Trisha Brown was awarded the Honor Award for her extraordinary leadership in the dance field through her artistic leadership and force of vision. Stanford Makishi (New York City Center and Trisha Brown Dance Company) and Carla Peterson (Maggie Allesee National Center for Choreography) accepted Brown’s award on behalf of the groundbreaking post-modern choreographer who changed the way we see, understand and create modern dance through her uncompromising daring and imagination. And Raven Wilkinson, the sole African American ballerina in Serge Denham’s Ballets Russe de Monte Carlo, received the Trustee Award for her artistic achievements, determination and steadfast example as an inspiration to many young dancers of color over the decades since. Wilkinson accepted her honor via video joined by American Ballet Threatre principal Misty Copeland, who was readying for her ABT New York debut in Swan Lake. The heartfelt tributes to these inspiring contributors to the dance field showcased the breadth of artistic vision, determination, hard work, inspiration and courage it takes to attain the highest levels of achievement in the art form.

Dance was programmed on local stages by the Miami host committee featuring two evenings of showcase performances, which provided a sampling of the breadth, creativity and high-level training that this city’s dance community supports. Conference attendees, too, were able to take an hour away each day for a movement class – yoga, Pilates, and jazz were offered and many attendees enjoyed the opportunity to break away from the conference sessions.

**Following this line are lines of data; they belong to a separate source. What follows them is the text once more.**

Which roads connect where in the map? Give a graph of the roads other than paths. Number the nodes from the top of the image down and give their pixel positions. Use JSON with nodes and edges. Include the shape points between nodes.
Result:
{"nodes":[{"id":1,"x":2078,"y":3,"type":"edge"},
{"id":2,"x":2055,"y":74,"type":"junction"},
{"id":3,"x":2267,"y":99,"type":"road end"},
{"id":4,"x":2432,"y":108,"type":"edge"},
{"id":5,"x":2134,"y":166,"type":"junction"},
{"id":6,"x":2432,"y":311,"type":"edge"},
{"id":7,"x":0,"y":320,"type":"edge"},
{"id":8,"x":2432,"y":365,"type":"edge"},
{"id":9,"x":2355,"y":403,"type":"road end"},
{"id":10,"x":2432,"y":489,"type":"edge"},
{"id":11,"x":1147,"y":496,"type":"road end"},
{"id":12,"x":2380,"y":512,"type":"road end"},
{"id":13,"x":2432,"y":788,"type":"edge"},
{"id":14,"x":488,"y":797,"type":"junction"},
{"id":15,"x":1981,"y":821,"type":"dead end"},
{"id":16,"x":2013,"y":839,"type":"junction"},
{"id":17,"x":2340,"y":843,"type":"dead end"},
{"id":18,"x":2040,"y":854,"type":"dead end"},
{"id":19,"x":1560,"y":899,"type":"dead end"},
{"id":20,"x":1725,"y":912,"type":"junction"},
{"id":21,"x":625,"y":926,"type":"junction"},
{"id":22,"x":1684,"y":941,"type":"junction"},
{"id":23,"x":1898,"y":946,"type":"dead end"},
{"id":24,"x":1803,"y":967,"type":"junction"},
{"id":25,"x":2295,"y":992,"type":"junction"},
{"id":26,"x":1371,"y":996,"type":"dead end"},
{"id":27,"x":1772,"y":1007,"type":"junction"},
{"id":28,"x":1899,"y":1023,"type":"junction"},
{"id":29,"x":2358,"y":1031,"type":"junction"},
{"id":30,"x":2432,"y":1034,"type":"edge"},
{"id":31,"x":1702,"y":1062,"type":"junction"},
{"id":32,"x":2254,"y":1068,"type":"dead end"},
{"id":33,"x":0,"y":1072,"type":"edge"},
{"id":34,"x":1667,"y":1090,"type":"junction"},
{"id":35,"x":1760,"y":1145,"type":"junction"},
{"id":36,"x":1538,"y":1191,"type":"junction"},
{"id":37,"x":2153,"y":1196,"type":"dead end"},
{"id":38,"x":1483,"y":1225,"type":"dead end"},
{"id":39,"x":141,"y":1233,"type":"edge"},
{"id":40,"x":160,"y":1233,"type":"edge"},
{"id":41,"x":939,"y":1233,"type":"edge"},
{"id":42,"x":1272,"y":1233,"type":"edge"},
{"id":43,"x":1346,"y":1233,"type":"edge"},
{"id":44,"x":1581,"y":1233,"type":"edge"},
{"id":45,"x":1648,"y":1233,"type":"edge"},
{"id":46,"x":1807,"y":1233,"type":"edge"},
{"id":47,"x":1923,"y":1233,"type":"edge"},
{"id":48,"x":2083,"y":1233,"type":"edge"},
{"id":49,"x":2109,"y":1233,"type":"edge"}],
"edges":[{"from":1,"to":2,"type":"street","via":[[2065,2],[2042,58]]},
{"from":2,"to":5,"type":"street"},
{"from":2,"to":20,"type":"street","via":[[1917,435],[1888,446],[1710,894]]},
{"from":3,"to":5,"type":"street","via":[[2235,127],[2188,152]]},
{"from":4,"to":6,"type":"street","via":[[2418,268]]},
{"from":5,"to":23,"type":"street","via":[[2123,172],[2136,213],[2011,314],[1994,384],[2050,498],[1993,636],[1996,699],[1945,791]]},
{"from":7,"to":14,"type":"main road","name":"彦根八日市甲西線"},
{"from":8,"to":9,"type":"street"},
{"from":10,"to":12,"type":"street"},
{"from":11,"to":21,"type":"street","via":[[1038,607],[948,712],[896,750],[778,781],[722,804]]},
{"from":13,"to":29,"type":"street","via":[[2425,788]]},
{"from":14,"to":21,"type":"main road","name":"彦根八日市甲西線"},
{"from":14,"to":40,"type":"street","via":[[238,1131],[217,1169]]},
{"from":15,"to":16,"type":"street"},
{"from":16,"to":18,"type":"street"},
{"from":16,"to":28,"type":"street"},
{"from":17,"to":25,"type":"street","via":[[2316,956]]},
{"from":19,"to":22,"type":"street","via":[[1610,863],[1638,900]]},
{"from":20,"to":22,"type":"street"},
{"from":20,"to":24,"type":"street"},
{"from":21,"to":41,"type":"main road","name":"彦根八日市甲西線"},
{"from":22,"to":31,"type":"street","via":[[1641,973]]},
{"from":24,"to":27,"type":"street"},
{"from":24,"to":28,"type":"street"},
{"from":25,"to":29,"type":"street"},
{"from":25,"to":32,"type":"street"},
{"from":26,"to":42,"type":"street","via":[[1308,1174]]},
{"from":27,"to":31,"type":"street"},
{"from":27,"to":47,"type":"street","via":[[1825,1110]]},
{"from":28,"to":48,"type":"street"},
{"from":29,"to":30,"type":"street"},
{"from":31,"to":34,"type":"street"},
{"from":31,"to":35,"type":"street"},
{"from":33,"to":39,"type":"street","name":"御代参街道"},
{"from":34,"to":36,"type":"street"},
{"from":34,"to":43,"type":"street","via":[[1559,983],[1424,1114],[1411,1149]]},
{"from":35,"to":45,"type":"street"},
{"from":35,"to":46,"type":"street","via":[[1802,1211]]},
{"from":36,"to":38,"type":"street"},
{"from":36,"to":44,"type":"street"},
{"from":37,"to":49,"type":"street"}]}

John McCann, president, Partners in Performance.

John McCann, president, Partners in Performance. Photo credit: Ben Doyle

The Conference closed on a high note with a galvanizing talk by thought leader John McCann, president of Partners in Performance, that returned the Conference attendees once again to the idea of service and giving back by having the dance community rethink ways of reaching goals in a volatile and ever-shifting business and non-profit environment. His advice was basic but bold in sussing out new strategies for addressing age-old problems. “It’s about doing versus planning,” he said, adding, “we have to learn our way into the future and we learn by doing stuff.” But he discounted those who march into solving a problem or addressing an issue with too much knowledge. Instead, McCann advised, “Be humble and ask good, open-ended questions.” That will enable a more holistic approach. And, finally, and most fundamentally: “Challenge your own deep-seated notions about your purpose and your relevance.” If the old mission isn’t working, write a new one and craft a strategic plan – one page only, he advised – to orient your organization and the individuals who work there toward the future.

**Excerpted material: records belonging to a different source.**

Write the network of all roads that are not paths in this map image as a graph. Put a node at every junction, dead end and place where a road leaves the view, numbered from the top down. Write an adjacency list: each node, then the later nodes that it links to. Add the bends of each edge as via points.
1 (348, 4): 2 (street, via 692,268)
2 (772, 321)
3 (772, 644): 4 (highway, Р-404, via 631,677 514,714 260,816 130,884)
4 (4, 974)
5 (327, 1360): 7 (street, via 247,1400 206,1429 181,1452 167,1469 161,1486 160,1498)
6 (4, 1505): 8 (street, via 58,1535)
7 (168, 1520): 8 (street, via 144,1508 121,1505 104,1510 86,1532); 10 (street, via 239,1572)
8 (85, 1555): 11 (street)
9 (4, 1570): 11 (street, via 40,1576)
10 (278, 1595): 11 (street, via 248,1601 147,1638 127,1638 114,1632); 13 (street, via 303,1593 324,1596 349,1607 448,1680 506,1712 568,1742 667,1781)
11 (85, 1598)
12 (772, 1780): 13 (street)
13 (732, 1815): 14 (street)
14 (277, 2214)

That means being strategic about the clarity of your group’s mission and goals, not about the details. Decide what matters, and “be willing to learn your way through – not just plan your way through.” Be radical: plan an experiment to test out something you’ve never done. But, he advised the intention must be radical or else you’re just talking. Finally, ask good follow up questions: What did we intend to happen? What was our purpose? What really happened? What did we learn? And, what would we do differently based on what we learned? With those simple but direct questions, McCann sent conference attendees home with the challenge to move forward and incorporate thoughtful, risk-taking ideas into the work dancers and dance companies do in their communities.

Lisa Traiger edits Dance/USA’s From the Green Room and writes on dance and the arts from the Washington, D.C., area.